*What is required*
Pick the lines holding the string "river" out of the records and copy them.

*Data supplied*
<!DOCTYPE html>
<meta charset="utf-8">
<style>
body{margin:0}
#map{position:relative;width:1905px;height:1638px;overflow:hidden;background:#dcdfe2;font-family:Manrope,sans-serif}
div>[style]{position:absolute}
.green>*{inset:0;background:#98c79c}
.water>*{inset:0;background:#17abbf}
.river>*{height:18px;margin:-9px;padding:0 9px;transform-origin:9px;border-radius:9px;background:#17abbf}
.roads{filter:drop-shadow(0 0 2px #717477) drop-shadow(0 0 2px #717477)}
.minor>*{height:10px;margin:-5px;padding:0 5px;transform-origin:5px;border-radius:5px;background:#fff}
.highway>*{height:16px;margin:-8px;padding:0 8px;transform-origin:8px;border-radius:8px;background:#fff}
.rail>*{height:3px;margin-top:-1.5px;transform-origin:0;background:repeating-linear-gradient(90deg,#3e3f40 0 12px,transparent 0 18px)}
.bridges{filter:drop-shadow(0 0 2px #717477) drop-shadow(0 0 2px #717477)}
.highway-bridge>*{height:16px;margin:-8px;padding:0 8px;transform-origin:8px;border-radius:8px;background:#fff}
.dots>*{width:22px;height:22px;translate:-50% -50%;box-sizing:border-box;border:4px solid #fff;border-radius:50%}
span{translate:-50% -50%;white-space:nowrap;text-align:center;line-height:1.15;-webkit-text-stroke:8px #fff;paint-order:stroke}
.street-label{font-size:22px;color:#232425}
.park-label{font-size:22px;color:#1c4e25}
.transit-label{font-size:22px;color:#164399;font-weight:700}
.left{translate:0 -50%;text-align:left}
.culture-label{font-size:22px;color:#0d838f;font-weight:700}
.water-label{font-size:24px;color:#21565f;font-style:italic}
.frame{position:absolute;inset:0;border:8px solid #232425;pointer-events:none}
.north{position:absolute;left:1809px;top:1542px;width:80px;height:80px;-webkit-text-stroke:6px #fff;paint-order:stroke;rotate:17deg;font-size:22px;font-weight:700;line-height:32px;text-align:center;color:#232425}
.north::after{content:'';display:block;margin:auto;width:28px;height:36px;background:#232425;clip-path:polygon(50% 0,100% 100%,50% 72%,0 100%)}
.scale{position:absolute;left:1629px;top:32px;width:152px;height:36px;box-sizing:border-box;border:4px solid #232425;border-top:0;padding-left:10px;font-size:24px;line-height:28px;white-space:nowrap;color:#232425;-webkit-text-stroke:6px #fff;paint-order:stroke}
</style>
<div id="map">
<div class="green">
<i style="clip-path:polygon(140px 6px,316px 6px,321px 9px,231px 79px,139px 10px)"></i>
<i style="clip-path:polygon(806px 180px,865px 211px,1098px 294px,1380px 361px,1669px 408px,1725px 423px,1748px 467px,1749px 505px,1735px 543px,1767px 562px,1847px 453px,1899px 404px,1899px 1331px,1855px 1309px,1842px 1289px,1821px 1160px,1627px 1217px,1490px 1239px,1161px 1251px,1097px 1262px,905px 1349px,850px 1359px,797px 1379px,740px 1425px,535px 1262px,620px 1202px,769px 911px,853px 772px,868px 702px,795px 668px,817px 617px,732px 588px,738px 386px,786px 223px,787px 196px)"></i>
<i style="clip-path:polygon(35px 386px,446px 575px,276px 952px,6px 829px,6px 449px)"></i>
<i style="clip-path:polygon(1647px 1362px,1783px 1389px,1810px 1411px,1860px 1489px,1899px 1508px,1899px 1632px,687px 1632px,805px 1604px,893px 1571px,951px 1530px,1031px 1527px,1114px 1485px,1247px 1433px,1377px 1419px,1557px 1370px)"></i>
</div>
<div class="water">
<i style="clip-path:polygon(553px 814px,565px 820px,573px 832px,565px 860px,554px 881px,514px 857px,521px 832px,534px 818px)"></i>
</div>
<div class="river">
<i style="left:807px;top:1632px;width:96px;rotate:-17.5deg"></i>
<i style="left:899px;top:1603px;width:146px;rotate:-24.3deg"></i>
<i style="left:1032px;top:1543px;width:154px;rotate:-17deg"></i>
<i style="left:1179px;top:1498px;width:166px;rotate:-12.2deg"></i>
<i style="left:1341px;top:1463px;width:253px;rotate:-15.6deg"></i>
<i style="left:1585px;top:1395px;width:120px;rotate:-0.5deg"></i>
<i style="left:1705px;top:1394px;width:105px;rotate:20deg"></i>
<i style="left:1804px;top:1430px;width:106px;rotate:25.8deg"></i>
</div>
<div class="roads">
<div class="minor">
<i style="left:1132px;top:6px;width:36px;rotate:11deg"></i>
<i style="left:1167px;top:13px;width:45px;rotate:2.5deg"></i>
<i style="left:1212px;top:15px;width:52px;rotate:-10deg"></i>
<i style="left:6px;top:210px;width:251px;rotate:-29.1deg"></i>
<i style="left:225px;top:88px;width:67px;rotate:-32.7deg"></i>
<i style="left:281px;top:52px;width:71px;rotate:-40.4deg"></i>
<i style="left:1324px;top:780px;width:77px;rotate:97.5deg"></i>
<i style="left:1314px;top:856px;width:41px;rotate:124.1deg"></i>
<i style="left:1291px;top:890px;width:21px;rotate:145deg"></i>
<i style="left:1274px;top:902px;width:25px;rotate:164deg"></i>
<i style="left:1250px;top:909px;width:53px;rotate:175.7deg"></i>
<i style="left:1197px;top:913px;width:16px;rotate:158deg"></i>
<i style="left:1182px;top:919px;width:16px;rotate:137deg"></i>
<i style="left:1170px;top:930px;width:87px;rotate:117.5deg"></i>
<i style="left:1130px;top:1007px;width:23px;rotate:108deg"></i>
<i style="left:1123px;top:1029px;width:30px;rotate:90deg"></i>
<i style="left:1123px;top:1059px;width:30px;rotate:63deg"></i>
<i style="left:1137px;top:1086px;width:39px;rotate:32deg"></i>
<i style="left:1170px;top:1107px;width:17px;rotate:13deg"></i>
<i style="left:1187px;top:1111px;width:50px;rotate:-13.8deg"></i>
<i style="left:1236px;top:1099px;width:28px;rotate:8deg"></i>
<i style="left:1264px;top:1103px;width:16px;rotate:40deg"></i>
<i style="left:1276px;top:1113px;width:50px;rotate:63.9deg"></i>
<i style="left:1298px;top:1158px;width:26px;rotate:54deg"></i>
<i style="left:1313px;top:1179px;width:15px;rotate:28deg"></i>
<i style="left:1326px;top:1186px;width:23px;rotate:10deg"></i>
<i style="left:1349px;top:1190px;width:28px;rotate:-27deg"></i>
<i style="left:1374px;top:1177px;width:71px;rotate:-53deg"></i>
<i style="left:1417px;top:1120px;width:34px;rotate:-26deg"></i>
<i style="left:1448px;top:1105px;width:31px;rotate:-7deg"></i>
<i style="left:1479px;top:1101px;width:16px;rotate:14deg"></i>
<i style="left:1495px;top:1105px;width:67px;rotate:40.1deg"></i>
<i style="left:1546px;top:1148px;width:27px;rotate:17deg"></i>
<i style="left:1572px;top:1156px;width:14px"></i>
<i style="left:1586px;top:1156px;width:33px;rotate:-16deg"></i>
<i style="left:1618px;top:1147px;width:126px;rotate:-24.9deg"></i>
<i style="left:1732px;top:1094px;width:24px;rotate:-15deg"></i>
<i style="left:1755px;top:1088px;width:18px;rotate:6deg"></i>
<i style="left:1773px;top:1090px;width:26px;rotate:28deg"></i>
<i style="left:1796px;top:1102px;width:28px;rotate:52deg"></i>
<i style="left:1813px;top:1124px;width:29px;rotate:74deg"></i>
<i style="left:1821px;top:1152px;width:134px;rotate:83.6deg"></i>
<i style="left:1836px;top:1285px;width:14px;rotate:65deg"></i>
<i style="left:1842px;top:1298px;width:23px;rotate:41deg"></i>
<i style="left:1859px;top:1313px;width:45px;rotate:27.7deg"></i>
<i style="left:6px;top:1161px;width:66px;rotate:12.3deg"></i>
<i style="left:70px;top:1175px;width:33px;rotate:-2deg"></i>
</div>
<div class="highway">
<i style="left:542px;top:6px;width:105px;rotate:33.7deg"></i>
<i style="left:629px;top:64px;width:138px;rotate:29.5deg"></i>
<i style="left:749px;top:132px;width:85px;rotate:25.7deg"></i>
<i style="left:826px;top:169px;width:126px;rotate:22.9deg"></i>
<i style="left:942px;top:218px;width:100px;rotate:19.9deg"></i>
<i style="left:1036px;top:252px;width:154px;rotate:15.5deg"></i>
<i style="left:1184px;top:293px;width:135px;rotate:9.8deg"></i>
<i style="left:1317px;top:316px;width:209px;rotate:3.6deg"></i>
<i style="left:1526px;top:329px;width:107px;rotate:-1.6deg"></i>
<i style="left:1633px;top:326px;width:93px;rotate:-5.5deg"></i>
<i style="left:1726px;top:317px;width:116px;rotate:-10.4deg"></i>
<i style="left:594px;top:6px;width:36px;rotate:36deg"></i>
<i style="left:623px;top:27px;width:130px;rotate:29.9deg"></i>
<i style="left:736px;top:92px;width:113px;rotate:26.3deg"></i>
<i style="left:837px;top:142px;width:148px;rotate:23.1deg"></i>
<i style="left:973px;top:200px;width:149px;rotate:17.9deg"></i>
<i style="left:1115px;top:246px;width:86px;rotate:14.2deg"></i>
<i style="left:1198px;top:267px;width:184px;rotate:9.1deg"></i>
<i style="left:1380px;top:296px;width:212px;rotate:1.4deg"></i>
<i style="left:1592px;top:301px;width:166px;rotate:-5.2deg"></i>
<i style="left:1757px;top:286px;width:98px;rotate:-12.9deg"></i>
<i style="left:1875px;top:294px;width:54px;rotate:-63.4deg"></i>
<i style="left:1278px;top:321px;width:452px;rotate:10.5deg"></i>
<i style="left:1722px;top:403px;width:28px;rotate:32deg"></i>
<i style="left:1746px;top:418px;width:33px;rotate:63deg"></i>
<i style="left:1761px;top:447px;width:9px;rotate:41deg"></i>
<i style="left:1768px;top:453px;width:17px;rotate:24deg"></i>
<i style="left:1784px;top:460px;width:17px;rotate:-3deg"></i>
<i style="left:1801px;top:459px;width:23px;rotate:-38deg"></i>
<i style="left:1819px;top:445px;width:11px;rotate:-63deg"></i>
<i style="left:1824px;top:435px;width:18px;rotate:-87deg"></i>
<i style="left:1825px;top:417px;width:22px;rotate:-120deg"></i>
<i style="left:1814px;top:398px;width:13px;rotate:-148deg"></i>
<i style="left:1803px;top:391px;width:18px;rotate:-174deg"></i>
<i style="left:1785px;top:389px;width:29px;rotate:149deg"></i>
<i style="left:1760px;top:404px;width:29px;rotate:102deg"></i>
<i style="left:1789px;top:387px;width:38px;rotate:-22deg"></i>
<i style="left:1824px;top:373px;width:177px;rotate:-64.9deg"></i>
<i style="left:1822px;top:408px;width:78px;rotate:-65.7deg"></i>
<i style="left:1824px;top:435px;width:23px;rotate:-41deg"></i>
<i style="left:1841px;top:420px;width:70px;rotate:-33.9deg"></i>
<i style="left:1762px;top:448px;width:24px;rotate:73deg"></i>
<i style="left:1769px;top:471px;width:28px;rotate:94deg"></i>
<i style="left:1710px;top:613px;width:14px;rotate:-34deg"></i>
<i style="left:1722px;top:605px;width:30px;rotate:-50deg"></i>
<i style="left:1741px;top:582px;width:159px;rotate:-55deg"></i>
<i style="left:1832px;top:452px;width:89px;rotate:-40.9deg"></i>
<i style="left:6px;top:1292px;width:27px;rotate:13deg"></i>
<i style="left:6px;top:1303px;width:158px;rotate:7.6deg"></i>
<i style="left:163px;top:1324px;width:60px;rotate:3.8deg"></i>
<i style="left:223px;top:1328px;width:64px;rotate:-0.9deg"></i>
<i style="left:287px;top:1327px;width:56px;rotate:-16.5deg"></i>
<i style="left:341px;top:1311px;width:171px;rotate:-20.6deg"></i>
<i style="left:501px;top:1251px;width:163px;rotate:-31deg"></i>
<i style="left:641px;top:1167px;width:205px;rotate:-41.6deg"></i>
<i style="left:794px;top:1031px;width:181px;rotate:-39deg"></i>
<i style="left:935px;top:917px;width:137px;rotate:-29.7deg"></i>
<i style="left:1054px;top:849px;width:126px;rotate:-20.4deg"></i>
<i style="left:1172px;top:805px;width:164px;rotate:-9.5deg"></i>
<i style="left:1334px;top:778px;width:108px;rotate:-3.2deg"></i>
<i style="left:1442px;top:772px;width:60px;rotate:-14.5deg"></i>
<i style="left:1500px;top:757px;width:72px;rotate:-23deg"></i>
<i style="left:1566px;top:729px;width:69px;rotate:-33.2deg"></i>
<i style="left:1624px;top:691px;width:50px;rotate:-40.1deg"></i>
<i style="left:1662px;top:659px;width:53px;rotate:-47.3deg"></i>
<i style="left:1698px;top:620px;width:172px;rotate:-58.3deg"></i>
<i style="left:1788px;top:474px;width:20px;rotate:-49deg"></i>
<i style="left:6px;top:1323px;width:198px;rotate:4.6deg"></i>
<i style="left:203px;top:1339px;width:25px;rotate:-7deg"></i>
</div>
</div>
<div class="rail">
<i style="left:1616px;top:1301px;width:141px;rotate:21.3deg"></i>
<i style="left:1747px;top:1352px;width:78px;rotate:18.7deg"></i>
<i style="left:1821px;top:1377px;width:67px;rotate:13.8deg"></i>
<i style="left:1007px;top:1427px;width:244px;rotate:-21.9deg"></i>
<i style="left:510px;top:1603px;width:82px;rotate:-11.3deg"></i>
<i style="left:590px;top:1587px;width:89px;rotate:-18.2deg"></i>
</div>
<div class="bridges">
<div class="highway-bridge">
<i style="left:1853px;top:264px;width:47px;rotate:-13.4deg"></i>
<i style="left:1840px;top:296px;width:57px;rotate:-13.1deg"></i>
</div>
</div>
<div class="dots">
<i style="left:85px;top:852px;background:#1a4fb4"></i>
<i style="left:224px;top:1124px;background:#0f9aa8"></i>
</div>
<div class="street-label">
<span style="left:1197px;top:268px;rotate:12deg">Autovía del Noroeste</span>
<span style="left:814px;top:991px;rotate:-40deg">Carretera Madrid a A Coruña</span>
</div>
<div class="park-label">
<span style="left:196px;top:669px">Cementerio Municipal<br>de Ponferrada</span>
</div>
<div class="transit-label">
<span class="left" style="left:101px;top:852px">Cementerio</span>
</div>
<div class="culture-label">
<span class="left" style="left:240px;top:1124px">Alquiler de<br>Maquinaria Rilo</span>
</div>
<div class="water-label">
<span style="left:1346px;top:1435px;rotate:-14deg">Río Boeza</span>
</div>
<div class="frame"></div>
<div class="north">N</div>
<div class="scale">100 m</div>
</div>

*Answer space*
.river>*{height:18px;margin:-9px;padding:0 9px;transform-origin:9px;border-radius:9px;background:#17abbf}
<div class="river">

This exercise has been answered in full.